The NSA and its allies are slowly getting past the breach, but there’s still an awful lot to be done. Firstly, many foreign intelligence relationships must be repaired. How the agency may or may not have spied is peripheral. The real worry is whether the US can keep anything secret. That’s terribly corrosive to intelligence relationships.

Secondly, the leaks had a major impact on US business which was unfairly singled out. US technology companies don’t do anything less for NSA than Deutschebank does for BND. And French telecommunications companies do a lot more for DGSE with far less oversight. US companies lost business based on the incomplete and false accusations made against them.

Thirdly, NSA's raw operational capacity was deeply hurt. Don’t believe the stories about zero concrete examples of US assets being harmed by the leaks. The heads of both intelligence committees, the directors of NSA, the DNI, the DIA and the president have all said concrete shortfalls in collection based upon Mr Snowden’s exposure of sources and methods are a palpable reality.

Mr Snowden’s secrets didn’t expose some US covert action in Iran. That would have been a leak, filling perhaps a barrel or a cup. His secrets exposed the plumbing.

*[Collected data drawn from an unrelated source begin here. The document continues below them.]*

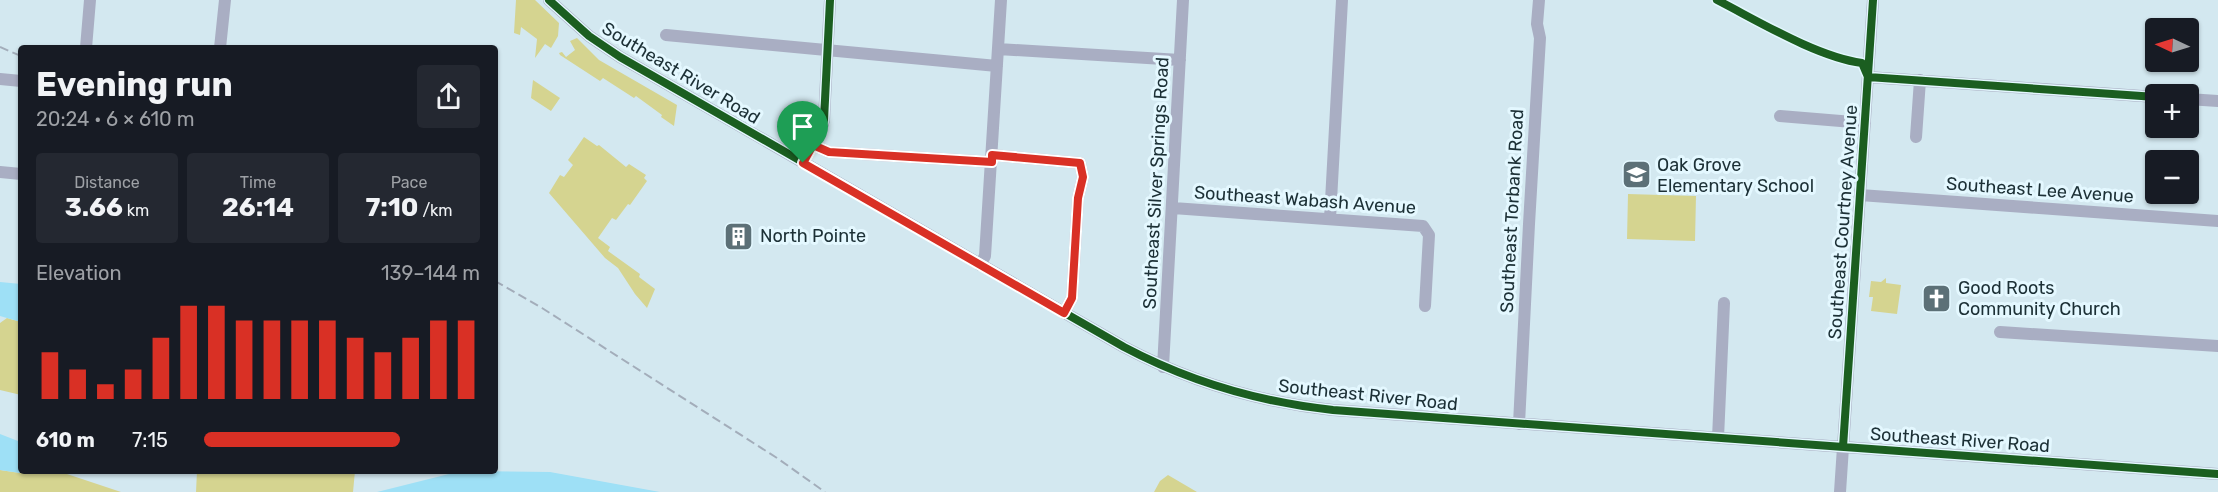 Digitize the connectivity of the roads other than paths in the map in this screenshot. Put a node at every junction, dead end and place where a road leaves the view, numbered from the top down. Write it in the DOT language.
graph roads {
  1 [pos="90,0"];
  2 [pos="224,0"];
  3 [pos="549,0"];
  4 [pos="830,0"];
  5 [pos="1001,0"];
  6 [pos="1184,0"];
  7 [pos="1342,0"];
  8 [pos="1539,0"];
  9 [pos="1873,0"];
  10 [pos="666,36"];
  11 [pos="86,45"];
  12 [pos="220,45"];
  13 [pos="998,49"];
  14 [pos="827,51"];
  15 [pos="1180,60"];
  16 [pos="997,66"];
  17 [pos="1873,77"];
  18 [pos="0,80"];
  19 [pos="1920,80"];
  20 [pos="18,81"];
  21 [pos="2145,96"];
  22 [pos="2199,100"];
  23 [pos="2218,101"];
  24 [pos="1780,116"];
  25 [pos="1865,123"];
  26 [pos="1916,137"];
  27 [pos="813,145"];
  28 [pos="992,159"];
  29 [pos="803,163"];
  30 [pos="0,172"];
  31 [pos="18,174"];
  32 [pos="1860,195"];
  33 [pos="1173,208"];
  34 [pos="1330,219"];
  35 [pos="2218,221"];
  36 [pos="980,265"];
  37 [pos="1724,303"];
  38 [pos="1425,306"];
  39 [pos="1064,313"];
  40 [pos="2000,332"];
  41 [pos="2218,346"];
  42 [pos="1164,367"];
  43 [pos="1519,424"];
  44 [pos="1718,438"];
  45 [pos="1843,447"];
  46 [pos="2218,474"];
  47 [pos="1840,492"];
  1 -- 11 [label="street"];
  2 -- 12 [label="street"];
  3 -- 29 [label="street, Southeast River Road"];
  4 -- 14 [label="street"];
  5 -- 13 [label="street"];
  6 -- 15 [label="street, Southeast Silver Springs Road"];
  7 -- 34 [label="street"];
  8 -- 43 [label="street, Southeast Torbank Road"];
  9 -- 17 [label="street, Southeast Courtney Avenue"];
  10 -- 14 [label="street"];
  13 -- 15 [label="street"];
  13 -- 16 [label="street"];
  14 -- 16 [label="street"];
  14 -- 27 [label="street"];
  15 -- 33 [label="street, Southeast Silver Springs Road"];
  16 -- 28 [label="street"];
  17 -- 19 [label="street"];
  17 -- 25 [label="street, Southeast Courtney Avenue"];
  18 -- 20 [label="street"];
  19 -- 21 [label="street"];
  19 -- 26 [label="street"];
  22 -- 23 [label="street"];
  24 -- 25 [label="street"];
  25 -- 32 [label="street, Southeast Courtney Avenue"];
  27 -- 28 [label="street"];
  27 -- 29 [label="street"];
  28 -- 36 [label="street"];
  28 -- 39 [label="street"];
  29 -- 36 [label="street, Southeast River Road"];
  30 -- 31 [label="street"];
  32 -- 35 [label="street, Southeast Lee Avenue"];
  32 -- 45 [label="street, Southeast Courtney Avenue"];
  33 -- 34 [label="street, Southeast Wabash Avenue"];
  33 -- 42 [label="street, Southeast Silver Springs Road"];
  34 -- 38 [label="street, Southeast Wabash Avenue"];
  36 -- 39 [label="street, Southeast River Road"];
  37 -- 44 [label="street"];
  39 -- 42 [label="street, Southeast River Road"];
  40 -- 41 [label="street"];
  42 -- 43 [label="street, Southeast River Road"];
  43 -- 44 [label="street, Southeast River Road"];
  44 -- 45 [label="street, Southeast River Road"];
  45 -- 46 [label="street, Southeast River Road"];
  45 -- 47 [label="street, Southeast Courtney Avenue"];
} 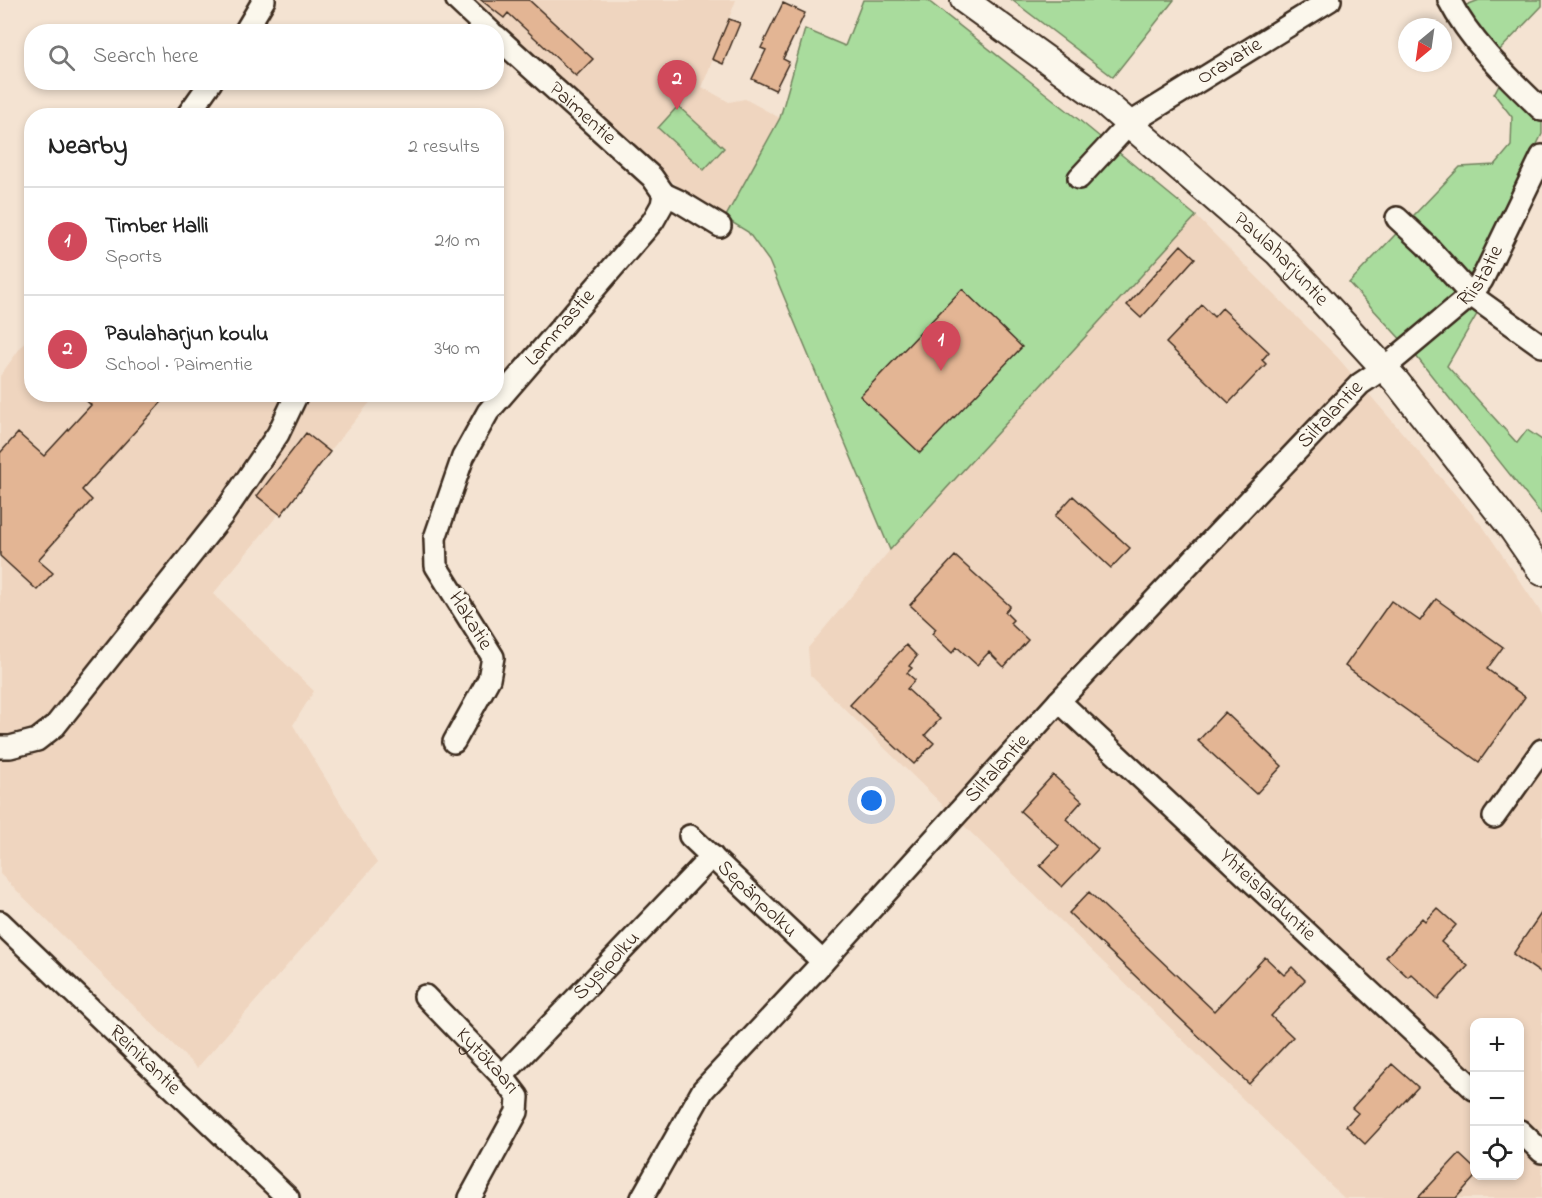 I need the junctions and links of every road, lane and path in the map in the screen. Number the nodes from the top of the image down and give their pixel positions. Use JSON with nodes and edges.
{"nodes":[{"id":1,"x":264,"y":0,"type":"edge"},
{"id":2,"x":457,"y":0,"type":"edge"},
{"id":3,"x":964,"y":0,"type":"edge"},
{"id":4,"x":1330,"y":0,"type":"edge"},
{"id":5,"x":1449,"y":0,"type":"edge"},
{"id":6,"x":250,"y":24,"type":"edge"},
{"id":7,"x":482,"y":24,"type":"edge"},
{"id":8,"x":504,"y":43,"type":"edge"},
{"id":9,"x":205,"y":90,"type":"edge"},
{"id":10,"x":193,"y":108,"type":"edge"},
{"id":11,"x":1542,"y":110,"type":"edge"},
{"id":12,"x":1129,"y":124,"type":"junction"},
{"id":13,"x":1542,"y":156,"type":"edge"},
{"id":14,"x":1079,"y":178,"type":"dead end"},
{"id":15,"x":664,"y":194,"type":"junction"},
{"id":16,"x":1397,"y":218,"type":"dead end"},
{"id":17,"x":720,"y":226,"type":"dead end"},
{"id":18,"x":1471,"y":295,"type":"junction"},
{"id":19,"x":1542,"y":346,"type":"edge"},
{"id":20,"x":1384,"y":368,"type":"junction"},
{"id":21,"x":504,"y":393,"type":"edge"},
{"id":22,"x":293,"y":402,"type":"edge"},
{"id":23,"x":497,"y":402,"type":"edge"},
{"id":24,"x":436,"y":566,"type":"joint"},
{"id":25,"x":1542,"y":573,"type":"edge"},
{"id":26,"x":1059,"y":701,"type":"junction"},
{"id":27,"x":454,"y":742,"type":"dead end"},
{"id":28,"x":0,"y":747,"type":"edge"},
{"id":29,"x":1542,"y":750,"type":"edge"},
{"id":30,"x":1494,"y":817,"type":"dead end"},
{"id":31,"x":690,"y":836,"type":"dead end"},
{"id":32,"x":712,"y":856,"type":"junction"},
{"id":33,"x":0,"y":922,"type":"edge"},
{"id":34,"x":823,"y":962,"type":"junction"},
{"id":35,"x":425,"y":996,"type":"dead end"},
{"id":36,"x":502,"y":1076,"type":"junction"},
{"id":37,"x":1470,"y":1085,"type":"edge"},
{"id":38,"x":1524,"y":1135,"type":"edge"},
{"id":39,"x":1542,"y":1152,"type":"edge"},
{"id":40,"x":288,"y":1198,"type":"edge"},
{"id":41,"x":470,"y":1198,"type":"edge"},
{"id":42,"x":642,"y":1198,"type":"edge"}],
"edges":[{"from":1,"to":6,"type":"street"},
{"from":2,"to":7,"type":"street"},
{"from":3,"to":12,"type":"main road","name":"Paulaharjuntie"},
{"from":4,"to":12,"type":"street","name":"Oravatie"},
{"from":5,"to":11,"type":"street"},
{"from":8,"to":15,"type":"street","name":"Paimentie"},
{"from":9,"to":10,"type":"street"},
{"from":12,"to":14,"type":"street","name":"Oravatie"},
{"from":12,"to":20,"type":"main road","name":"Paulaharjuntie"},
{"from":13,"to":18,"type":"street","name":"Riistatie"},
{"from":15,"to":17,"type":"street"},
{"from":15,"to":21,"type":"street","name":"Lammastie"},
{"from":16,"to":18,"type":"street"},
{"from":18,"to":19,"type":"street"},
{"from":18,"to":20,"type":"street","name":"Riistatie"},
{"from":20,"to":25,"type":"main road","name":"Paulaharjuntie"},
{"from":20,"to":26,"type":"street","name":"Siltalantie"},
{"from":22,"to":28,"type":"street"},
{"from":23,"to":24,"type":"street","name":"Lammastie"},
{"from":24,"to":27,"type":"street","name":"Hakatie"},
{"from":26,"to":34,"type":"street","name":"Siltalantie"},
{"from":26,"to":37,"type":"street","name":"Yhteislaiduntie"},
{"from":29,"to":30,"type":"street"},
{"from":31,"to":32,"type":"street","name":"Sepänpolku"},
{"from":32,"to":34,"type":"street","name":"Sepänpolku"},
{"from":32,"to":36,"type":"street","name":"Sysipolku"},
{"from":33,"to":40,"type":"street","name":"Reinikantie"},
{"from":34,"to":42,"type":"street","name":"Siltalantie"},
{"from":35,"to":36,"type":"street","name":"Kytökaari"},
{"from":36,"to":41,"type":"street","name":"Kytökaari"},
{"from":38,"to":39,"type":"street"}]}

He revealed how NSA collects its intelligence, and, as a result, the US didn’t simply lose data, it lost the capacity to gain data.

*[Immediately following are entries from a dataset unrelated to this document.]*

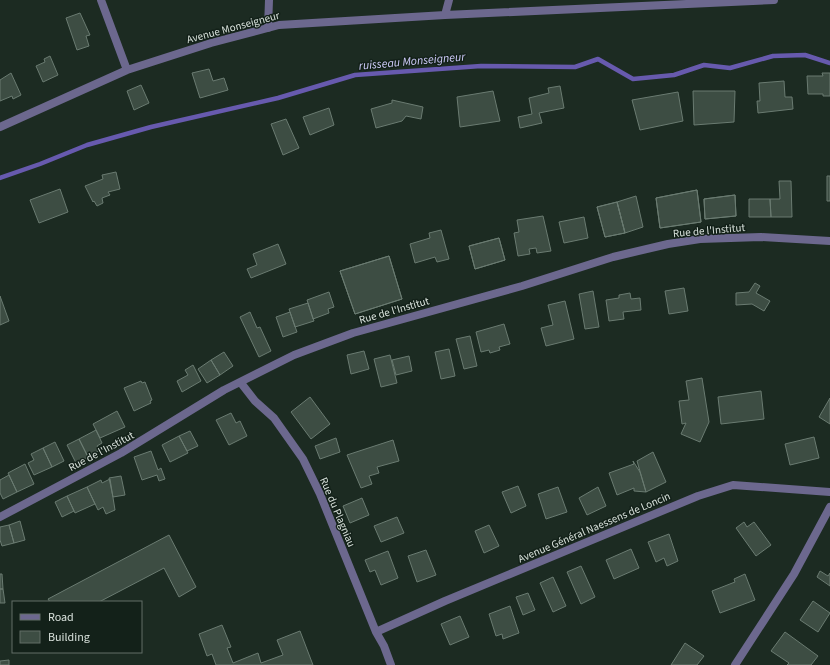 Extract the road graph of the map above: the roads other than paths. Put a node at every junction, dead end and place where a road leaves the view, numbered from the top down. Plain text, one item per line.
1 (101, 0) edge
2 (269, 0) edge
3 (449, 0) edge
4 (774, 0) edge
5 (445, 15) junction
6 (268, 28) junction
7 (127, 70) junction
8 (0, 127) edge
9 (830, 241) edge
10 (240, 383) junction
11 (830, 492) edge
12 (830, 507) edge
13 (0, 517) edge
14 (376, 632) junction
15 (391, 665) edge
16 (735, 665) edge

1 - 7 street
2 - 6 street
3 - 5 street
4 - 5 street, Avenue Monseigneur
5 - 6 street, Avenue Monseigneur
6 - 7 street, Avenue Monseigneur
7 - 8 street, Avenue Monseigneur
9 - 10 street, Rue de l'Institut
10 - 13 street, Rue de l'Institut
10 - 14 street, Rue du Plagniau
11 - 14 street, Avenue Général Naessens de Loncin
12 - 16 street
14 - 15 street, Rue du Plagniau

Finally, employees at NSA and Five Eyes countries have been slapped around for three years. They read daily indictments about how terrible and disgusting they are for doing a necessary job. That will have a long-term negative effect on morale.

If the president is to issue a pardon, their morale will further decline. It will signal to the community that regardless of legal protection and oversight, of which the NSA and its partners are subject to the most rigorous in the world, the whims and feelings of a lone troubled young man can overrule everything if he uses the amorphous excuse of public interest.

There are stories of married intelligence workers each taking their job so seriously they only discover the other works in the same building when the agency holds an unexpected family open-day. So advisors to Mr Obama should ask him: does he like getting intelligence? Because pardoning Mr Snowden will remove it – entirely. No intelligence professional would ever again risk their life if political consumers are not willing to defend them.